[Start of section]
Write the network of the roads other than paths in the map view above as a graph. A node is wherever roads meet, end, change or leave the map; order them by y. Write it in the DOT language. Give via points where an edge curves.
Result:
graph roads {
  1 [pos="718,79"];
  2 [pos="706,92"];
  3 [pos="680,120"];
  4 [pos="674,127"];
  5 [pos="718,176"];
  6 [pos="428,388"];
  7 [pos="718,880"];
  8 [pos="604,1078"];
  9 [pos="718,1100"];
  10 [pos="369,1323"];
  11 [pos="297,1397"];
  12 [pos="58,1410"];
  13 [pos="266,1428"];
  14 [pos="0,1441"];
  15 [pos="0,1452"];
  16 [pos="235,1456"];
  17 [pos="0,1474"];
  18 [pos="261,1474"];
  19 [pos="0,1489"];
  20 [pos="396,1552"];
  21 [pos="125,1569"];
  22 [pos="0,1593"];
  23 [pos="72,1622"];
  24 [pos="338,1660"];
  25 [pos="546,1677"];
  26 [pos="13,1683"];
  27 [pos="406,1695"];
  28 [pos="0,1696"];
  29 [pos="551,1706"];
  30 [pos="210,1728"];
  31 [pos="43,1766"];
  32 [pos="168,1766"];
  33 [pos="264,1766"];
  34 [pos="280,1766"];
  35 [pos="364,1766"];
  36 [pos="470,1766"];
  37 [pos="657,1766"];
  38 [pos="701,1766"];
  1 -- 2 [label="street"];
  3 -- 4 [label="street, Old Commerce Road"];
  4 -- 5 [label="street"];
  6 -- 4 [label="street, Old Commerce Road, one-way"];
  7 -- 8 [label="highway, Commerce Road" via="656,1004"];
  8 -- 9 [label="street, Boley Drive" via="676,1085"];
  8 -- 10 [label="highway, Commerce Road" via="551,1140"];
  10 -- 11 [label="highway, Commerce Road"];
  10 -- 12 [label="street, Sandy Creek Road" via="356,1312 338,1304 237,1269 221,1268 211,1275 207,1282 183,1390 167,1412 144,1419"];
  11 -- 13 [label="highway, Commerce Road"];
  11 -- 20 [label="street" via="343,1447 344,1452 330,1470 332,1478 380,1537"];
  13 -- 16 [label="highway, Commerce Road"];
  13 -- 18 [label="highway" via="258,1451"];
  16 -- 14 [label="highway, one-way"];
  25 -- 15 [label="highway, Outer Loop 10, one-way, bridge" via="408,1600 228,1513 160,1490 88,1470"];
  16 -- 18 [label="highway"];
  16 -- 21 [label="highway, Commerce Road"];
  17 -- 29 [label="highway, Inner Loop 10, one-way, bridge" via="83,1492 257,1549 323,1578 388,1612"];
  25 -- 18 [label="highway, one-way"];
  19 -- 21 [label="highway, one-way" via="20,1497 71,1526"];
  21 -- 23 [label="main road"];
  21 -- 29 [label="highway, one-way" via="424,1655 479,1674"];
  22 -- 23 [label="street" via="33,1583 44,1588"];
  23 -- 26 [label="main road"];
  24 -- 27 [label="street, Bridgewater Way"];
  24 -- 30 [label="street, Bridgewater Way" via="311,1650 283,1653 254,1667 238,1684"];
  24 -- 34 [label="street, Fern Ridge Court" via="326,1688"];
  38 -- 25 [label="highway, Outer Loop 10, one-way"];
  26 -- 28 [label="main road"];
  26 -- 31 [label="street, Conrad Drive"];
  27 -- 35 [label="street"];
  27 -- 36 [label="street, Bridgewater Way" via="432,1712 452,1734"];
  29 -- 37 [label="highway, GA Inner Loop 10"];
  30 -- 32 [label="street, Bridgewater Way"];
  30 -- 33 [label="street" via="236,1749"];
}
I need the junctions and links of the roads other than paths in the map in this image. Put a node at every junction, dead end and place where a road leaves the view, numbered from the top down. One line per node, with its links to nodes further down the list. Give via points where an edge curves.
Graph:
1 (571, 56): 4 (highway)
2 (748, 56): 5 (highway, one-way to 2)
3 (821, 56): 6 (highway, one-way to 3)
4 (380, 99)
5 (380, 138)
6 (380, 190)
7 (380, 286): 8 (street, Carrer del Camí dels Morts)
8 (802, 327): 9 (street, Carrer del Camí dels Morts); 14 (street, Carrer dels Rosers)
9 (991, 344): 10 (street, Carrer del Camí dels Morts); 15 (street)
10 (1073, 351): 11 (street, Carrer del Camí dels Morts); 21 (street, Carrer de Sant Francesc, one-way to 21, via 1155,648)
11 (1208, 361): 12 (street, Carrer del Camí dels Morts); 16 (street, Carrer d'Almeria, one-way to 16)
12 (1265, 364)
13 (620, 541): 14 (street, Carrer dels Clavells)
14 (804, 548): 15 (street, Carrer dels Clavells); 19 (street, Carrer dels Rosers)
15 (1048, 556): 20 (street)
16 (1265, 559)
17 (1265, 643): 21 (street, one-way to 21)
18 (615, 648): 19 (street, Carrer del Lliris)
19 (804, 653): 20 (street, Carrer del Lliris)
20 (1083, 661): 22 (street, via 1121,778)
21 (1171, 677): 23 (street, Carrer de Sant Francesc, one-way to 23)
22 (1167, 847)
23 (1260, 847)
[End of section]
• EXERCISE
Send back each record exactly as it stands.

• WRITTEN ANSWER
Write the network of the roads other than paths in the map view above as a graph. A node is wherever roads meet, end, change or leave the map; order them by y. Write it in the DOT language. Give via points where an edge curves.
Result:
graph roads {
  1 [pos="718,79"];
  2 [pos="706,92"];
  3 [pos="680,120"];
  4 [pos="674,127"];
  5 [pos="718,176"];
  6 [pos="428,388"];
  7 [pos="718,880"];
  8 [pos="604,1078"];
  9 [pos="718,1100"];
  10 [pos="369,1323"];
  11 [pos="297,1397"];
  12 [pos="58,1410"];
  13 [pos="266,1428"];
  14 [pos="0,1441"];
  15 [pos="0,1452"];
  16 [pos="235,1456"];
  17 [pos="0,1474"];
  18 [pos="261,1474"];
  19 [pos="0,1489"];
  20 [pos="396,1552"];
  21 [pos="125,1569"];
  22 [pos="0,1593"];
  23 [pos="72,1622"];
  24 [pos="338,1660"];
  25 [pos="546,1677"];
  26 [pos="13,1683"];
  27 [pos="406,1695"];
  28 [pos="0,1696"];
  29 [pos="551,1706"];
  30 [pos="210,1728"];
  31 [pos="43,1766"];
  32 [pos="168,1766"];
  33 [pos="264,1766"];
  34 [pos="280,1766"];
  35 [pos="364,1766"];
  36 [pos="470,1766"];
  37 [pos="657,1766"];
  38 [pos="701,1766"];
  1 -- 2 [label="street"];
  3 -- 4 [label="street, Old Commerce Road"];
  4 -- 5 [label="street"];
  6 -- 4 [label="street, Old Commerce Road, one-way"];
  7 -- 8 [label="highway, Commerce Road" via="656,1004"];
  8 -- 9 [label="street, Boley Drive" via="676,1085"];
  8 -- 10 [label="highway, Commerce Road" via="551,1140"];
  10 -- 11 [label="highway, Commerce Road"];
  10 -- 12 [label="street, Sandy Creek Road" via="356,1312 338,1304 237,1269 221,1268 211,1275 207,1282 183,1390 167,1412 144,1419"];
  11 -- 13 [label="highway, Commerce Road"];
  11 -- 20 [label="street" via="343,1447 344,1452 330,1470 332,1478 380,1537"];
  13 -- 16 [label="highway, Commerce Road"];
  13 -- 18 [label="highway" via="258,1451"];
  16 -- 14 [label="highway, one-way"];
  25 -- 15 [label="highway, Outer Loop 10, one-way, bridge" via="408,1600 228,1513 160,1490 88,1470"];
  16 -- 18 [label="highway"];
  16 -- 21 [label="highway, Commerce Road"];
  17 -- 29 [label="highway, Inner Loop 10, one-way, bridge" via="83,1492 257,1549 323,1578 388,1612"];
  25 -- 18 [label="highway, one-way"];
  19 -- 21 [label="highway, one-way" via="20,1497 71,1526"];
  21 -- 23 [label="main road"];
  21 -- 29 [label="highway, one-way" via="424,1655 479,1674"];
  22 -- 23 [label="street" via="33,1583 44,1588"];
  23 -- 26 [label="main road"];
  24 -- 27 [label="street, Bridgewater Way"];
  24 -- 30 [label="street, Bridgewater Way" via="311,1650 283,1653 254,1667 238,1684"];
  24 -- 34 [label="street, Fern Ridge Court" via="326,1688"];
  38 -- 25 [label="highway, Outer Loop 10, one-way"];
  26 -- 28 [label="main road"];
  26 -- 31 [label="street, Conrad Drive"];
  27 -- 35 [label="street"];
  27 -- 36 [label="street, Bridgewater Way" via="432,1712 452,1734"];
  29 -- 37 [label="highway, GA Inner Loop 10"];
  30 -- 32 [label="street, Bridgewater Way"];
  30 -- 33 [label="street" via="236,1749"];
}
I need the junctions and links of the roads other than paths in the map in this image. Put a node at every junction, dead end and place where a road leaves the view, numbered from the top down. One line per node, with its links to nodes further down the list. Give via points where an edge curves.
Graph:
1 (571, 56): 4 (highway)
2 (748, 56): 5 (highway, one-way to 2)
3 (821, 56): 6 (highway, one-way to 3)
4 (380, 99)
5 (380, 138)
6 (380, 190)
7 (380, 286): 8 (street, Carrer del Camí dels Morts)
8 (802, 327): 9 (street, Carrer del Camí dels Morts); 14 (street, Carrer dels Rosers)
9 (991, 344): 10 (street, Carrer del Camí dels Morts); 15 (street)
10 (1073, 351): 11 (street, Carrer del Camí dels Morts); 21 (street, Carrer de Sant Francesc, one-way to 21, via 1155,648)
11 (1208, 361): 12 (street, Carrer del Camí dels Morts); 16 (street, Carrer d'Almeria, one-way to 16)
12 (1265, 364)
13 (620, 541): 14 (street, Carrer dels Clavells)
14 (804, 548): 15 (street, Carrer dels Clavells); 19 (street, Carrer dels Rosers)
15 (1048, 556): 20 (street)
16 (1265, 559)
17 (1265, 643): 21 (street, one-way to 21)
18 (615, 648): 19 (street, Carrer del Lliris)
19 (804, 653): 20 (street, Carrer del Lliris)
20 (1083, 661): 22 (street, via 1121,778)
21 (1171, 677): 23 (street, Carrer de Sant Francesc, one-way to 23)
22 (1167, 847)
23 (1260, 847)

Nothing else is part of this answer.